As previously noted, `npm update -g npm` pulls in version 5.7.0. Version 5.6 is still the latest but for some obscure reason if you have thisupdate anywhere in your deploy script you are screwed.
I don't disagree with you at all on that. The reality is, however, that sometimes "shit happens".
I'm more of a sysadmin than a developer and I learned many, many years ago that even the smallest little updates can "go wrong" and take the rest of the system with it. After getting burned a few times, even a baby will learn to stop touching a hot stove.
> Should I have done this on a staging server? Sure, but that does not change the fact that I would have had to rebuild the whole server there too.
Yes, but in that case your production servers would still be humming along just fine, no?
Yeah, but that is why you test your deployments BEFORE deploying them.

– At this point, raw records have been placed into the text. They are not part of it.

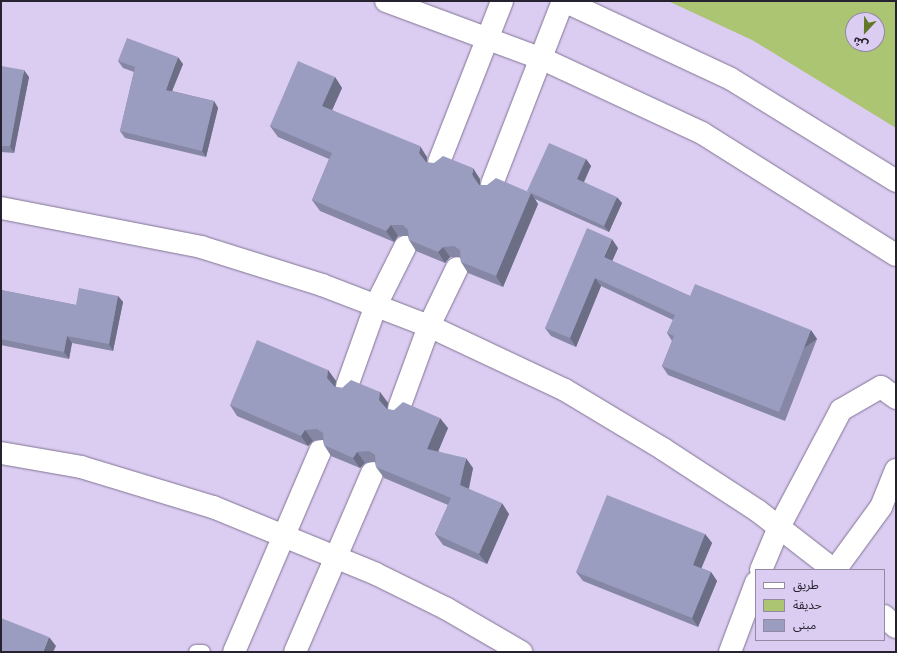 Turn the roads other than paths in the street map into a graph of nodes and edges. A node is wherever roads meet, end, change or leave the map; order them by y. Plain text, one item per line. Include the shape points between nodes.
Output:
1 (386, 1) edge
2 (502, 1) edge
3 (564, 1) edge
4 (487, 37) junction
5 (540, 58) junction
6 (439, 162) edge
7 (896, 181) edge
8 (492, 184) edge
9 (1, 208) edge
10 (405, 246) edge
11 (896, 255) edge
12 (457, 268) edge
13 (376, 305) junction
14 (429, 326) junction
15 (347, 386) edge
16 (896, 398) edge
17 (399, 408) edge
18 (320, 451) edge
19 (1, 453) edge
20 (896, 470) edge
21 (372, 473) edge
22 (779, 527) junction
23 (282, 534) junction
24 (334, 557) junction
25 (761, 569) edge
26 (833, 569) edge
27 (835, 569) edge
28 (755, 586) edge
29 (885, 617) edge
30 (896, 626) edge
31 (196, 652) edge
32 (203, 652) edge
33 (234, 652) edge
34 (295, 652) edge
35 (521, 652) edge
36 (730, 652) edge

1 - 4 street
2 - 4 street
3 - 5 street
3 - 7 street via 732,79
4 - 5 street
4 - 6 street
5 - 8 street
5 - 11 street via 702,133
9 - 13 street via 201,247
10 - 13 street
12 - 14 street
13 - 14 street
13 - 15 street
14 - 17 street
14 - 22 street via 565,390 664,449
16 - 22 street via 881,387 841,410
18 - 23 street
19 - 23 street via 81,467 213,507
20 - 27 street via 881,507
21 - 24 street
22 - 25 street
22 - 26 street
23 - 24 street
23 - 33 street
24 - 34 street
24 - 35 street via 447,609
28 - 36 street
29 - 30 street
31 - 32 lane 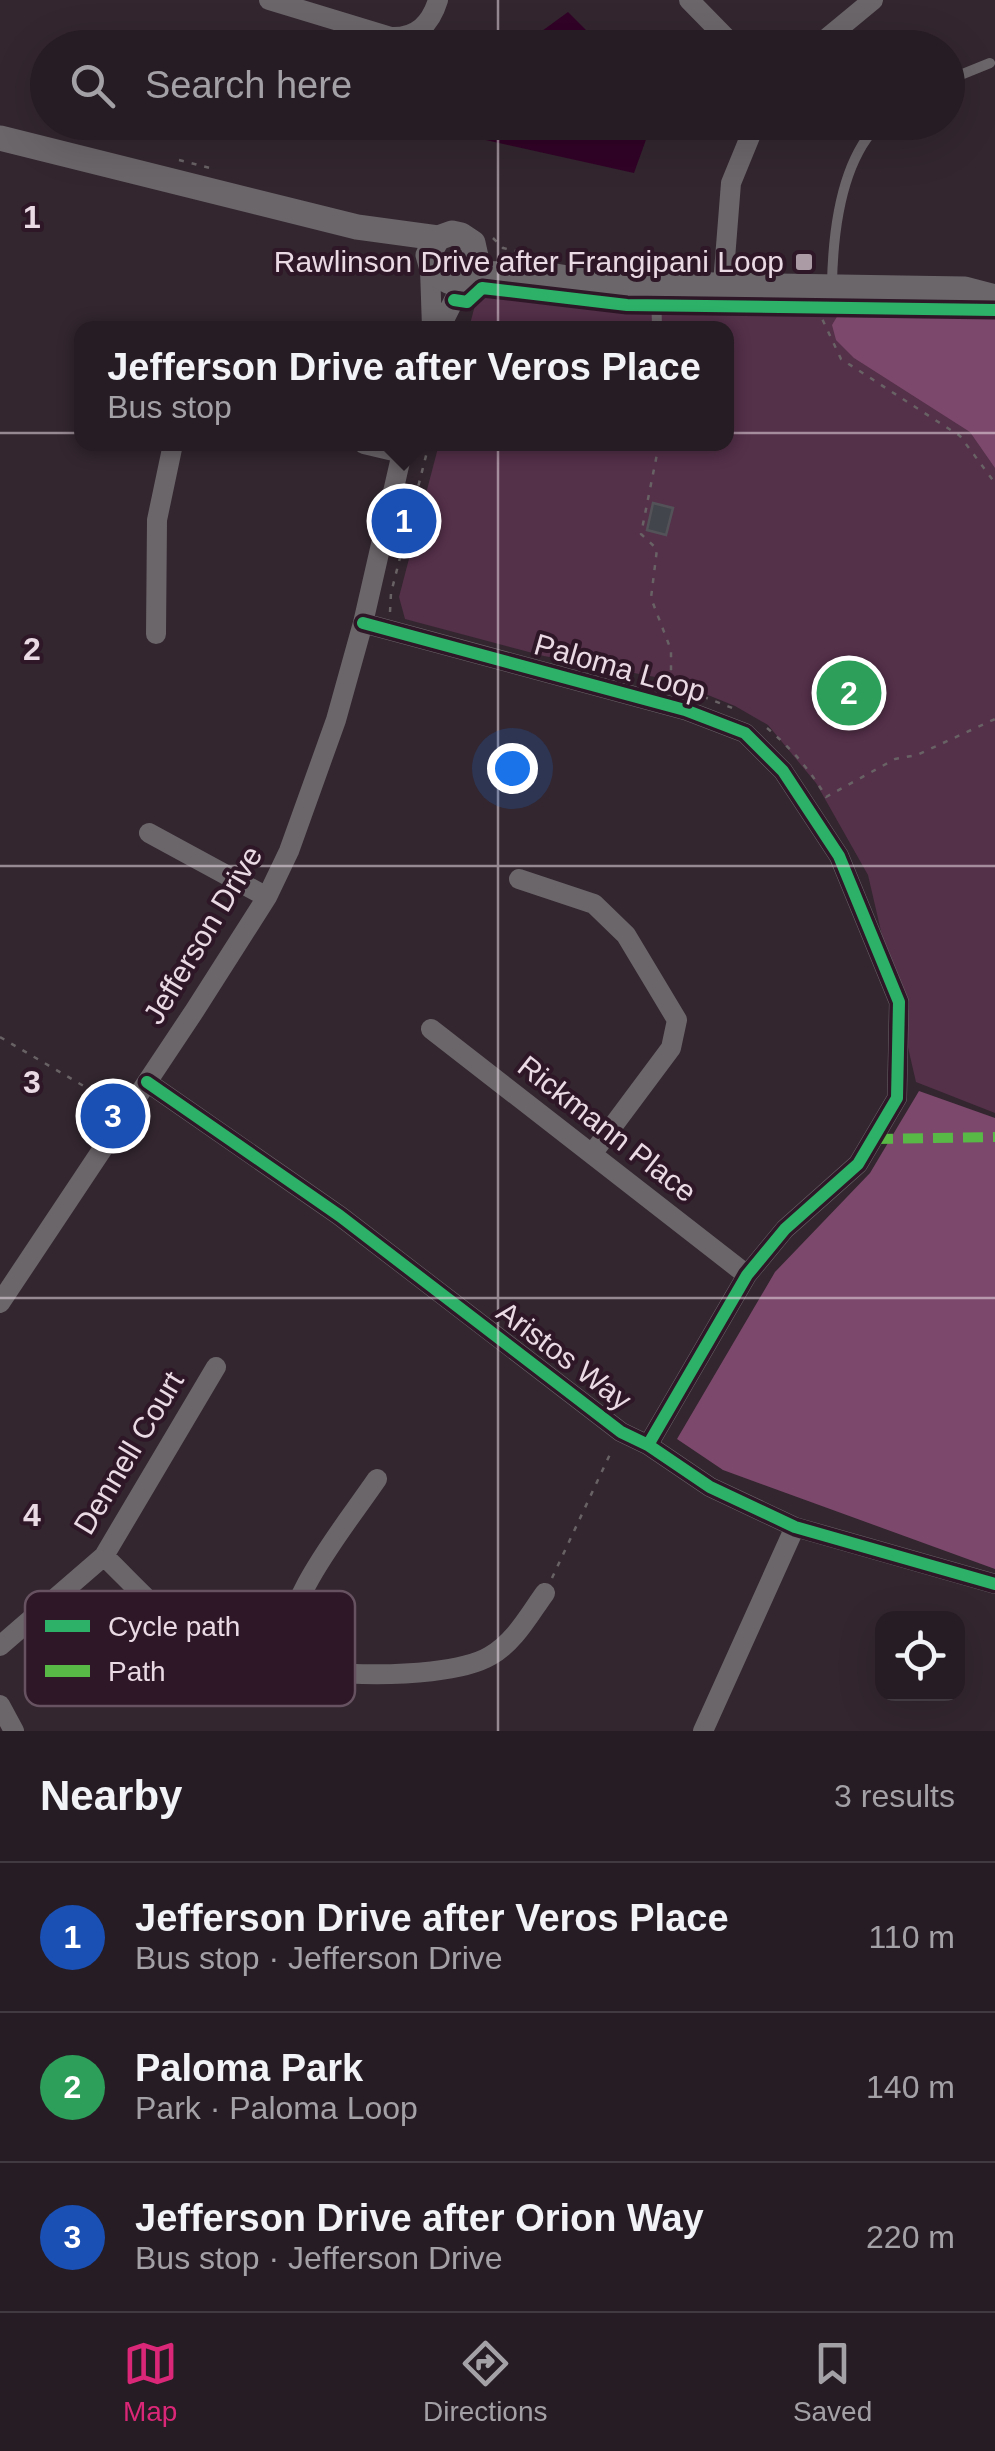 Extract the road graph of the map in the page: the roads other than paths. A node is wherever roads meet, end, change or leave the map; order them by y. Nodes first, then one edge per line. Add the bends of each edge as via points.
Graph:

Hell would be had had any developer at my company ran any such command on a production sever. The notion of even running a command at the terminal on a production server is even scary.
Things like should be done on build servers which are in general throwaway. Your build server should produce a artifact that can then be deployed to your staging servers and if all is well THEN productions servers. npm is a build tool and should not be installed or ran on production servers -- for many reasons more than just stupid stuff like this.
it's lesson and reminder to everyone out there, be careful.
When dev env broken, alpha skipped, staging unusable, then test on production, you sure like to live on the hell.
That's the responsible method. The fact that you'd have to rebuild your staging server is exactly why you should have tested it there.
Sure NPM shouldn't have broken this but any number of things can cause issues during deployment and it's your job to check for them before pushing it out
chef-client -z -r 'my-cookbook::npm_web_server'
Obviously the behavior of NPM absolutely sucks and is a total mess here, but "I had to rebuild the server", in 2018, is not nearly the material complaint it was a decade ago.The tradeoff of using rapidly-evolving tools with minimal oversight from the people creating them is that sometimes stuff blows up and not even always for good reasons. It is incumbent upon you, as the recipient of this enormous, jaw-dropping raft of free stuff that occasionally explodes, to write code and operate your systems defensively. Part of which is implementing those systems to be repeatable and quickly reinstantiated.
If you do not like this tradeoff, you have other options as well.
"It is not expected that" is the definition of unexpected behavior, which is the very reason why we use staging servers. So your message is essentially "I didn't use a server meant to check for unexpected behavior, because I didn't expect that behavior to happen". Well, yeah, that's the point.
Also, I'm really not sure what your smiley is trying to convey here, and of all the possibilities I can't see one that's positive and contributive to the conversation. Really un-needed, please refrain from doing that.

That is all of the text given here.